You must determine whether to scale out or in to scale your functions. Scaling out means adding more instances of your function app to handle the increased load. Scaling in means reducing the number of instances to save costs when the load decreases. The scale controller uses heuristics for each trigger type to decide when to scale out or scale in. For example, when you're using an Azure Queue storage trigger, it uses target-based scaling. This means that it scales out based on the number of queue messages and the expected time to process them.

Target-based scaling provides a fast and intuitive scaling model for customers and is currently supported for the following extensions:

  1. Service Bus queues and topics
  2. Storage Queues
  3. Event Hubs
  4. Azure Cosmos DB

The incremental scaling method has been replaced by target-based scaling, allowing for adding or removing up to four workers simultaneously. This new method uses an equation based on the length of the event source and target execution per instance to make scaling decisions. In Azure Functions, scaling occurs at the function app level, with more resources allocated to run multiple instances of the Azure Functions host when the function app is scaled out. Conversely, the scale controller removes function host instances as compute demand decreases. The number of instances eventually reduces when no functions are running within the function app.

The Cold Start
When your function app is idle for a while, Azure may scale down the number of servers that run your app to zero. This means the next request will take longer to process because a new server must be allocated and initialized. This is called a "cold start," and it can affect the performance of your function app, especially if it has many dependencies. Cold starts are more common for function apps that use the consumption plan, which scales dynamically based on demand. To avoid cold starts, you can use the premium or dedicated plans with the always-on setting enabled.

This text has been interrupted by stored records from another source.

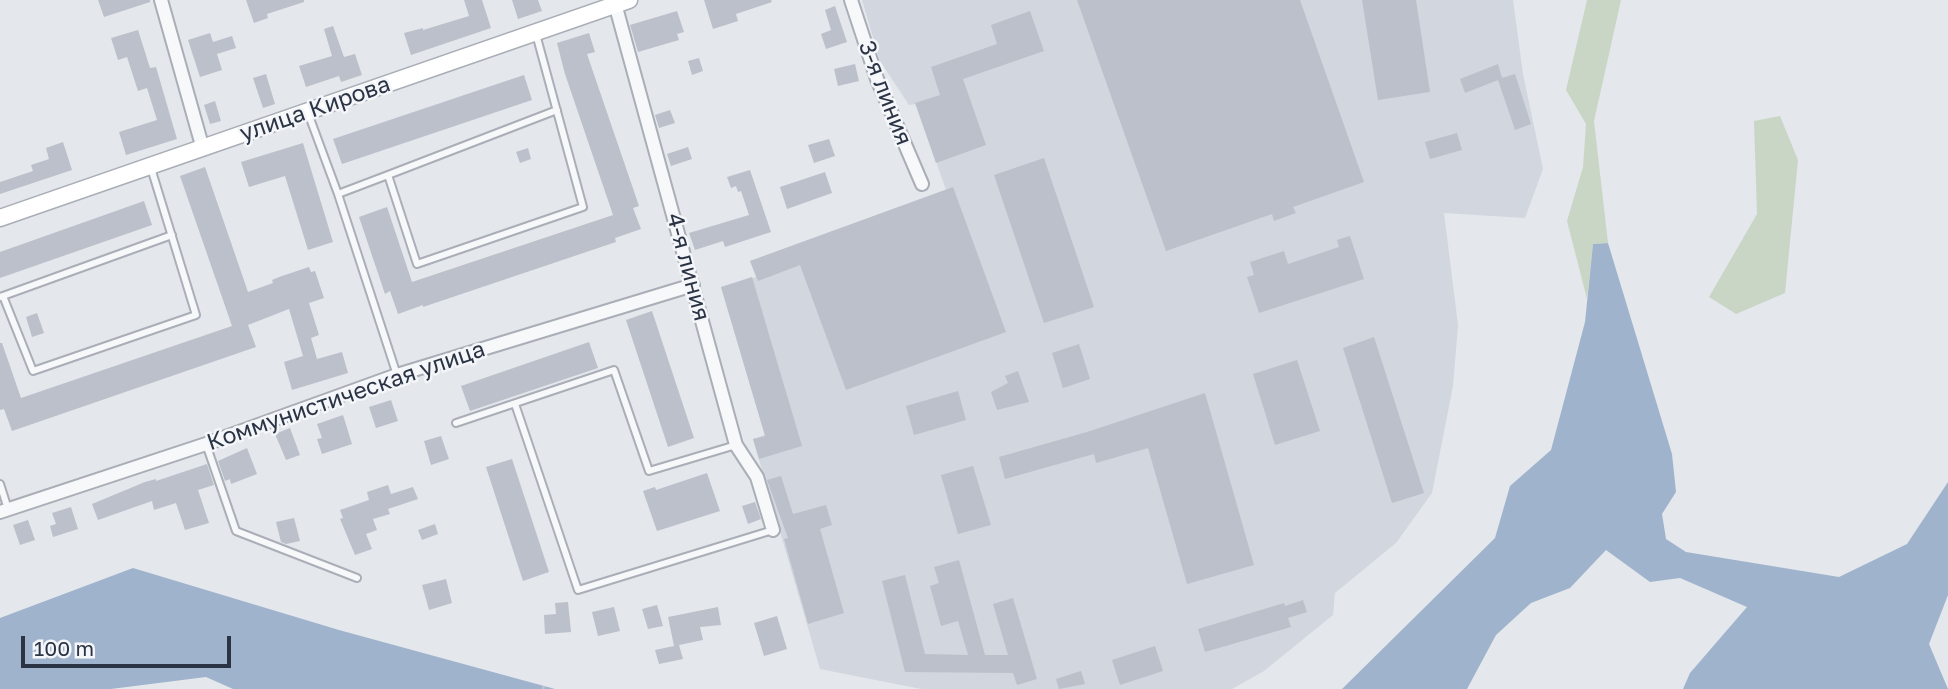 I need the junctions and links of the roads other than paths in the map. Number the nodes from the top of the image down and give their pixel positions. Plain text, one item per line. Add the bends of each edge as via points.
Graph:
1 (162, 0) edge
2 (851, 0) edge
3 (619, 2) edge
4 (536, 32) junction
5 (556, 110) junction
6 (308, 112) junction
7 (203, 149) junction
8 (150, 166) junction
9 (388, 175) junction
10 (922, 184) dead end
11 (338, 194) junction
12 (0, 218) edge
13 (172, 236) junction
14 (693, 285) junction
15 (1, 296) edge
16 (397, 375) junction
17 (515, 404) junction
18 (456, 424) dead end
19 (206, 444) junction
20 (736, 445) junction
21 (0, 484) edge
22 (4, 511) edge
23 (773, 530) joint
24 (357, 578) dead end

1 - 7 street
2 - 10 street, 3-я линия via 877,79
3 - 4 street, улица Кирова
3 - 14 street, 4-я линия
4 - 5 lane
4 - 6 street, улица Кирова
5 - 9 lane
5 - 9 lane via 583,207 416,264
6 - 7 street, улица Кирова
6 - 11 lane
7 - 8 street, улица Кирова
8 - 12 street, улица Кирова
8 - 13 lane
9 - 11 lane
11 - 16 lane
13 - 15 lane
13 - 15 lane via 196,315 33,371
14 - 16 street, Коммунистическая улица
14 - 20 street, 4-я линия
16 - 19 street, Коммунистическая улица
17 - 18 lane
17 - 20 lane via 614,370 649,471
17 - 23 lane via 578,590
19 - 22 street, Коммунистическая улица
19 - 24 lane via 236,531
20 - 23 street, 4-я линия via 757,477
21 - 22 lane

These plans provide pre-warmed instances ready to handle requests at any time.
Understanding scaling behaviors
Scaling can vary based on several factors, and apps scale differently based on the triggers and language selected. There are a few intricacies of scaling behaviors to be aware of:
  1. Maximum instances: A single-function app only scales to the maximum the plan allows. A single instance may process more than one message or request at a time, though, so there isn't a set limit on the number of concurrent executions. You can specify a lower maximum to throttle scale as required.
  2. New instance rate: For HTTP triggers, new instances are allocated, at most, once per second. New instances are allocated at most once every 30 seconds for non-HTTP triggers. Scaling is faster when running in a Premium plan.
  3. Target-based scaling: Target-based scaling provides a fast and intuitive scaling model for customers and is currently supported for Service Bus Queues and Topics, Storage Queues, Event Hubs, and Cosmos DB extensions. Make sure to review target-based scaling to understand their scaling behavior.